LiDAR systems and ToF techniques are critical to providing self-driving cars with a detailed picture of the surrounding and is used in many research applications as well. This is part two of a four-part series on LiDAR systems and ToF techniques.
Just as for radar and sonar, the LiDAR concept is simple but the execution is difficult; light and photons are very different in behavior and management than RF or acoustic energy. Still, LiDAR works well, and a light-based system can provide both precise distance and angular resolution due to the short wavelength of light among other factors.
The LiDAR system begins with a laser diode or LED which is directed to emit infrared light (Figure 1). Direct ToF uses short pulses of light, and measures the time until each pulse returns to the sensor to measure the distance to an object. Indirect ToF sensors emit a continuous wave of modulated light. A photoreceptor senses any reflections, and the timing and phase of the reflected light are used to calculate the distance to the object which produced the reflection. For direct ToF, the pulses are typically several nanoseconds wide. Shorter pulses give higher resolution but have less energy and thus the received reflection has inferior sign/noise ratio (SNR); that’s one the many tradeoffs.

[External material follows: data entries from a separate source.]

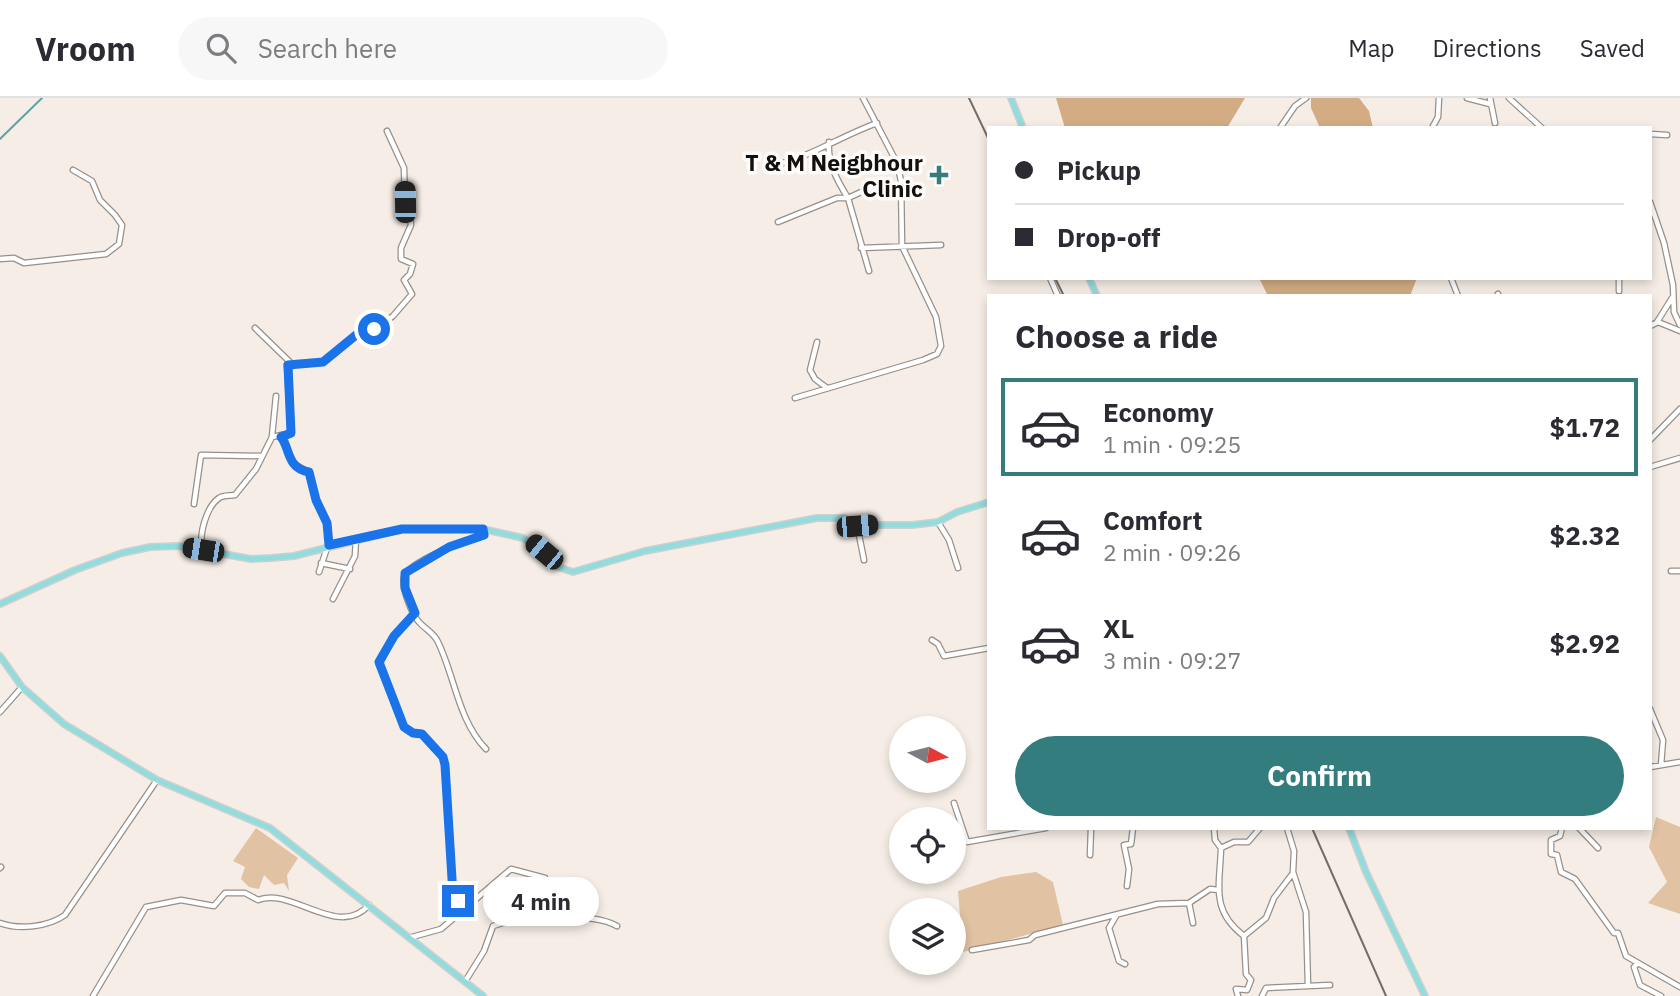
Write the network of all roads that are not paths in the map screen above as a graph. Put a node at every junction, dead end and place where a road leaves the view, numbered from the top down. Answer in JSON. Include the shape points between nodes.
{"nodes":[{"id":1,"x":863,"y":98,"type":"edge"},
{"id":2,"x":1011,"y":98,"type":"edge"},
{"id":3,"x":1306,"y":98,"type":"edge"},
{"id":4,"x":1439,"y":98,"type":"edge"},
{"id":5,"x":1467,"y":98,"type":"edge"},
{"id":6,"x":1520,"y":98,"type":"edge"},
{"id":7,"x":1511,"y":99,"type":"edge"},
{"id":8,"x":1490,"y":101,"type":"edge"},
{"id":9,"x":877,"y":123,"type":"junction"},
{"id":10,"x":1495,"y":124,"type":"dead end"},
{"id":11,"x":1022,"y":126,"type":"edge"},
{"id":12,"x":1281,"y":126,"type":"edge"},
{"id":13,"x":1433,"y":126,"type":"edge"},
{"id":14,"x":1540,"y":126,"type":"edge"},
{"id":15,"x":387,"y":131,"type":"dead end"},
{"id":16,"x":1652,"y":134,"type":"edge"},
{"id":17,"x":1667,"y":135,"type":"dead end"},
{"id":18,"x":830,"y":142,"type":"junction"},
{"id":19,"x":771,"y":166,"type":"dead end"},
{"id":20,"x":73,"y":170,"type":"dead end"},
{"id":21,"x":870,"y":188,"type":"dead end"},
{"id":22,"x":848,"y":198,"type":"junction"},
{"id":23,"x":1652,"y":204,"type":"edge"},
{"id":24,"x":778,"y":222,"type":"dead end"},
{"id":25,"x":941,"y":245,"type":"dead end"},
{"id":26,"x":902,"y":246,"type":"junction"},
{"id":27,"x":861,"y":248,"type":"junction"},
{"id":28,"x":0,"y":260,"type":"edge"},
{"id":29,"x":869,"y":271,"type":"dead end"},
{"id":30,"x":1619,"y":280,"type":"edge"},
{"id":31,"x":1680,"y":281,"type":"edge"},
{"id":32,"x":1673,"y":285,"type":"junction"},
{"id":33,"x":1619,"y":291,"type":"dead end"},
{"id":34,"x":1672,"y":298,"type":"junction"},
{"id":35,"x":1656,"y":323,"type":"junction"},
{"id":36,"x":1652,"y":325,"type":"edge"},
{"id":37,"x":1680,"y":325,"type":"edge"},
{"id":38,"x":255,"y":328,"type":"dead end"},
{"id":39,"x":1680,"y":331,"type":"edge"},
{"id":40,"x":817,"y":342,"type":"dead end"},
{"id":41,"x":292,"y":364,"type":"junction"},
{"id":42,"x":827,"y":388,"type":"junction"},
{"id":43,"x":276,"y":396,"type":"dead end"},
{"id":44,"x":795,"y":398,"type":"dead end"},
{"id":45,"x":1680,"y":409,"type":"edge"},
{"id":46,"x":272,"y":437,"type":"junction"},
{"id":47,"x":281,"y":437,"type":"junction"},
{"id":48,"x":1652,"y":438,"type":"edge"},
{"id":49,"x":262,"y":456,"type":"junction"},
{"id":50,"x":1680,"y":458,"type":"edge"},
{"id":51,"x":1652,"y":466,"type":"edge"},
{"id":52,"x":987,"y":503,"type":"edge"},
{"id":53,"x":194,"y":504,"type":"dead end"},
{"id":54,"x":938,"y":522,"type":"junction"},
{"id":55,"x":857,"y":526,"type":"junction"},
{"id":56,"x":483,"y":529,"type":"junction"},
{"id":57,"x":356,"y":538,"type":"junction"},
{"id":58,"x":331,"y":544,"type":"junction"},
{"id":59,"x":203,"y":550,"type":"junction"},
{"id":60,"x":864,"y":560,"type":"dead end"},
{"id":61,"x":321,"y":563,"type":"junction"},
{"id":62,"x":350,"y":569,"type":"junction"},
{"id":63,"x":958,"y":569,"type":"dead end"},
{"id":64,"x":1671,"y":571,"type":"dead end"},
{"id":65,"x":1680,"y":571,"type":"edge"},
{"id":66,"x":319,"y":572,"type":"dead end"},
{"id":67,"x":334,"y":599,"type":"dead end"},
{"id":68,"x":0,"y":604,"type":"edge"},
{"id":69,"x":415,"y":613,"type":"junction"},
{"id":70,"x":932,"y":640,"type":"dead end"},
{"id":71,"x":987,"y":648,"type":"edge"},
{"id":72,"x":0,"y":656,"type":"edge"},
{"id":73,"x":22,"y":687,"type":"junction"},
{"id":74,"x":0,"y":712,"type":"edge"},
{"id":75,"x":1652,"y":714,"type":"edge"},
{"id":76,"x":486,"y":749,"type":"dead end"},
{"id":77,"x":1680,"y":762,"type":"edge"},
{"id":78,"x":1661,"y":765,"type":"junction"},
{"id":79,"x":1652,"y":767,"type":"edge"},
{"id":80,"x":157,"y":780,"type":"junction"},
{"id":81,"x":954,"y":803,"type":"dead end"},
{"id":82,"x":1035,"y":830,"type":"edge"},
{"id":83,"x":1091,"y":830,"type":"edge"},
{"id":84,"x":1133,"y":830,"type":"edge"},
{"id":85,"x":1214,"y":830,"type":"edge"},
{"id":86,"x":1257,"y":830,"type":"edge"},
{"id":87,"x":1288,"y":830,"type":"edge"},
{"id":88,"x":1351,"y":830,"type":"edge"},
{"id":89,"x":1562,"y":830,"type":"edge"},
{"id":90,"x":1581,"y":830,"type":"edge"},
{"id":91,"x":1221,"y":848,"type":"junction"},
{"id":92,"x":1598,"y":848,"type":"dead end"},
{"id":93,"x":1090,"y":855,"type":"dead end"},
{"id":94,"x":1293,"y":872,"type":"junction"},
{"id":95,"x":545,"y":878,"type":"dead end"},
{"id":96,"x":1127,"y":886,"type":"dead end"},
{"id":97,"x":1217,"y":890,"type":"junction"},
{"id":98,"x":1188,"y":903,"type":"junction"},
{"id":99,"x":370,"y":905,"type":"junction"},
{"id":100,"x":467,"y":909,"type":"junction"},
{"id":101,"x":1116,"y":915,"type":"junction"},
{"id":102,"x":0,"y":923,"type":"edge"},
{"id":103,"x":1193,"y":923,"type":"dead end"},
{"id":104,"x":617,"y":926,"type":"dead end"},
{"id":105,"x":1244,"y":936,"type":"junction"},
{"id":106,"x":412,"y":937,"type":"junction"},
{"id":107,"x":972,"y":950,"type":"dead end"},
{"id":108,"x":1638,"y":963,"type":"junction"},
{"id":109,"x":1125,"y":964,"type":"dead end"},
{"id":110,"x":466,"y":980,"type":"junction"},
{"id":111,"x":1330,"y":985,"type":"dead end"},
{"id":112,"x":1308,"y":986,"type":"junction"},
{"id":113,"x":1680,"y":987,"type":"edge"},
{"id":114,"x":1236,"y":989,"type":"junction"},
{"id":115,"x":93,"y":996,"type":"edge"},
{"id":116,"x":483,"y":996,"type":"edge"},
{"id":117,"x":1230,"y":996,"type":"edge"},
{"id":118,"x":1238,"y":996,"type":"edge"},
{"id":119,"x":1262,"y":996,"type":"edge"},
{"id":120,"x":1425,"y":996,"type":"edge"},
{"id":121,"x":1661,"y":996,"type":"edge"}],
"edges":[{"from":1,"to":9,"type":"street"},
{"from":2,"to":11,"type":"main road"},
{"from":3,"to":12,"type":"street"},
{"from":4,"to":13,"type":"street"},
{"from":5,"to":8,"type":"street"},
{"from":6,"to":7,"type":"street"},
{"from":7,"to":14,"type":"street"},
{"from":8,"to":10,"type":"street"},
{"from":9,"to":18,"type":"street"},
{"from":9,"to":26,"type":"street","via":[[900,171]]},
{"from":15,"to":41,"type":"street","via":[[404,168],[411,225],[401,259],[413,264],[404,280],[412,294],[393,316],[356,335],[323,362]]},
{"from":16,"to":17,"type":"street"},
{"from":18,"to":19,"type":"street","via":[[799,160]]},
{"from":18,"to":22,"type":"street","via":[[828,152],[836,180]]},
{"from":20,"to":28,"type":"street","via":[[92,181],[100,200],[116,215],[122,225],[119,244],[106,254],[24,263],[14,258]]},
{"from":21,"to":22,"type":"street"},
{"from":22,"to":24,"type":"street","via":[[837,198]]},
{"from":22,"to":27,"type":"street"},
{"from":23,"to":32,"type":"street"},
{"from":25,"to":26,"type":"street"},
{"from":26,"to":27,"type":"street"},
{"from":26,"to":42,"type":"street","via":[[936,317],[940,351]]},
{"from":27,"to":29,"type":"street"},
{"from":30,"to":33,"type":"street"},
{"from":31,"to":32,"type":"street"},
{"from":32,"to":34,"type":"street"},
{"from":34,"to":35,"type":"street"},
{"from":34,"to":37,"type":"street"},
{"from":35,"to":36,"type":"street"},
{"from":35,"to":39,"type":"street"},
{"from":38,"to":41,"type":"street"},
{"from":40,"to":42,"type":"street","via":[[810,370]]},
{"from":41,"to":47,"type":"street","via":[[288,365],[291,433]]},
{"from":42,"to":44,"type":"street"},
{"from":43,"to":46,"type":"street"},
{"from":45,"to":48,"type":"street"},
{"from":46,"to":47,"type":"street"},
{"from":46,"to":49,"type":"street"},
{"from":47,"to":58,"type":"street","via":[[291,459],[309,472]]},
{"from":49,"to":53,"type":"street","via":[[201,455]]},
{"from":49,"to":59,"type":"street","via":[[235,495],[215,501],[202,526]]},
{"from":50,"to":51,"type":"street"},
{"from":52,"to":54,"type":"main road"},
{"from":54,"to":55,"type":"main road"},
{"from":54,"to":63,"type":"street"},
{"from":55,"to":56,"type":"main road","via":[[844,518],[817,518],[645,551],[573,572],[558,567],[523,538]]},
{"from":55,"to":60,"type":"street"},
{"from":56,"to":57,"type":"main road","via":[[412,528]]},
{"from":56,"to":69,"type":"street","via":[[484,535],[449,547],[405,573],[405,588]]},
{"from":57,"to":58,"type":"main road"},
{"from":57,"to":62,"type":"street"},
{"from":58,"to":59,"type":"main road","via":[[294,556],[251,559]]},
{"from":58,"to":61,"type":"street"},
{"from":59,"to":68,"type":"main road","via":[[161,546],[122,553]]},
{"from":61,"to":62,"type":"street"},
{"from":61,"to":66,"type":"street"},
{"from":62,"to":67,"type":"street"},
{"from":64,"to":65,"type":"street"},
{"from":69,"to":76,"type":"street","via":[[438,642],[468,723]]},
{"from":69,"to":100,"type":"street","via":[[394,636],[379,665],[404,727],[422,734],[443,757],[453,895]]},
{"from":70,"to":71,"type":"street","via":[[944,656]]},
{"from":72,"to":73,"type":"main road"},
{"from":73,"to":74,"type":"street"},
{"from":73,"to":80,"type":"main road","via":[[64,724]]},
{"from":75,"to":78,"type":"street","via":[[1661,735]]},
{"from":77,"to":78,"type":"street"},
{"from":78,"to":79,"type":"street"},
{"from":80,"to":99,"type":"main road","via":[[270,828]]},
{"from":80,"to":102,"type":"street","via":[[65,915],[38,925]]},
{"from":81,"to":82,"type":"street","via":[[967,842]]},
{"from":83,"to":93,"type":"street"},
{"from":84,"to":96,"type":"street","via":[[1131,844],[1124,845]]},
{"from":85,"to":91,"type":"street"},
{"from":86,"to":91,"type":"street","via":[[1248,842]]},
{"from":87,"to":94,"type":"street","via":[[1294,850]]},
{"from":88,"to":120,"type":"main road"},
{"from":89,"to":108,"type":"street","via":[[1551,840],[1559,869],[1575,878],[1618,933],[1624,953]]},
{"from":90,"to":92,"type":"street"},
{"from":91,"to":97,"type":"street"},
{"from":94,"to":105,"type":"street","via":[[1266,918]]},
{"from":94,"to":112,"type":"street","via":[[1306,912]]},
{"from":95,"to":100,"type":"street","via":[[511,869]]},
{"from":97,"to":98,"type":"street","via":[[1210,889]]},
{"from":97,"to":105,"type":"street","via":[[1230,926]]},
{"from":98,"to":101,"type":"street","via":[[1158,904]]},
{"from":98,"to":103,"type":"street"},
{"from":99,"to":106,"type":"main road"},
{"from":99,"to":115,"type":"street","via":[[364,912],[340,917],[274,897],[258,900],[245,893],[225,893],[214,906],[181,901],[153,904],[139,914]]},
{"from":100,"to":106,"type":"street","via":[[440,929]]},
{"from":101,"to":107,"type":"street","via":[[1029,940]]},
{"from":101,"to":109,"type":"street","via":[[1110,932],[1119,961]]},
{"from":104,"to":110,"type":"street","via":[[568,914],[556,902],[533,903],[515,919],[493,926]]},
{"from":105,"to":114,"type":"street","via":[[1246,974],[1251,979],[1247,990]]},
{"from":106,"to":110,"type":"main road"},
{"from":108,"to":113,"type":"street"},
{"from":108,"to":121,"type":"street","via":[[1634,967],[1639,983]]},
{"from":110,"to":116,"type":"main road"},
{"from":111,"to":112,"type":"street"},
{"from":112,"to":119,"type":"street","via":[[1266,988]]},
{"from":114,"to":117,"type":"street"},
{"from":114,"to":118,"type":"street"}]}
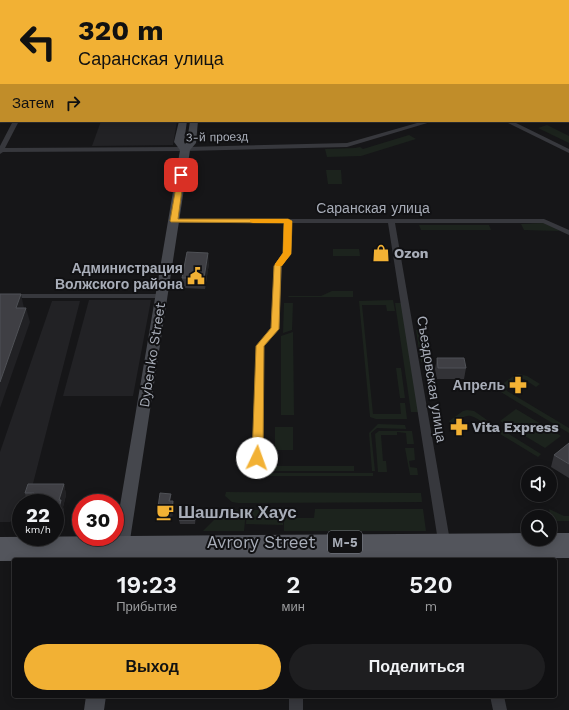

That’s the principle of LiDAR. In reality, precise measurement of the reflection timing (and phase) with the needed accuracy and resolution is difficult. In burst mode, the LiDAR instrument fires rapid pulses of light, with a rate of 100 kHz and more. In continuous, the timing resolution is enhanced by matching the phase of the reflection with the phase of the source waveform.
More than just a simple reflection
Eventually, the LiDAR system builds up a complex map called a point cloud of the surface it is measuring, Figure 2a and 2b. It is important to understand that a LiDAR system goes far beyond just a basic pulse/reflection mode of sensing “is something ahead, and if so, how far ahead?”
Instead, the role of a LiDAR system is to provide the raw data so the car’s image processors can create that full 3D point cloud based on the reflections. This is done by directing the emitted beam in a scan pattern, using the reflections to create an image which captures the surroundings with details, depth, and clarity. Even scanning a single object such as a tree shows the variation in reflections that will be developed and used (Figure 3).
This point cloud can then be further integrated by the vehicle’s processors to provide a detailed sense of the surroundings in all directions, and at what distances. Creating this detailed image in real time requires a significant amount of dedicated, specialized computational effort after the LiDAR front-end capture, due to both the real-time nature of the situation and the huge amounts of reflection data (points) being returned.
The processing algorithms transform the huge amounts raw reflection data into a volume and vector map relative to the vehicle’s position, speed, and direction. The resultant image insight is used for object identification, motion vectors, collision prediction, and collision avoidance. The algorithms are designed to define the image in different zones; typically, a medium distance of about 20 to 40 meters to the sides for angular imaging, and between 150 to 200 meters for front-and-rear long-distance imaging.
Keep in mind that the reflection created by the surface are not simple, as they would be from a mirror. Instead, there are indirect reflections, off-angle reflections from other emitter pulses, multiple reflections where the impinging photons hit one surface, bounce to another and return after the primary reflection, diffused reflections from rough or irregular surfaces, and more. The LiDAR/ToF concept is simple but takes a lot of front-end enhancements to maximize SNR and minimize distortion as well as algorithm advances to extract a viable and correct image. Matte and irregular surfaces can cause significant complications for ToF measurements, as it can be difficult for the sensor to understand which photons came from where. In confined spaces, photons can also bounce off walls and other objects, further confusing the measured distance (Figure 4).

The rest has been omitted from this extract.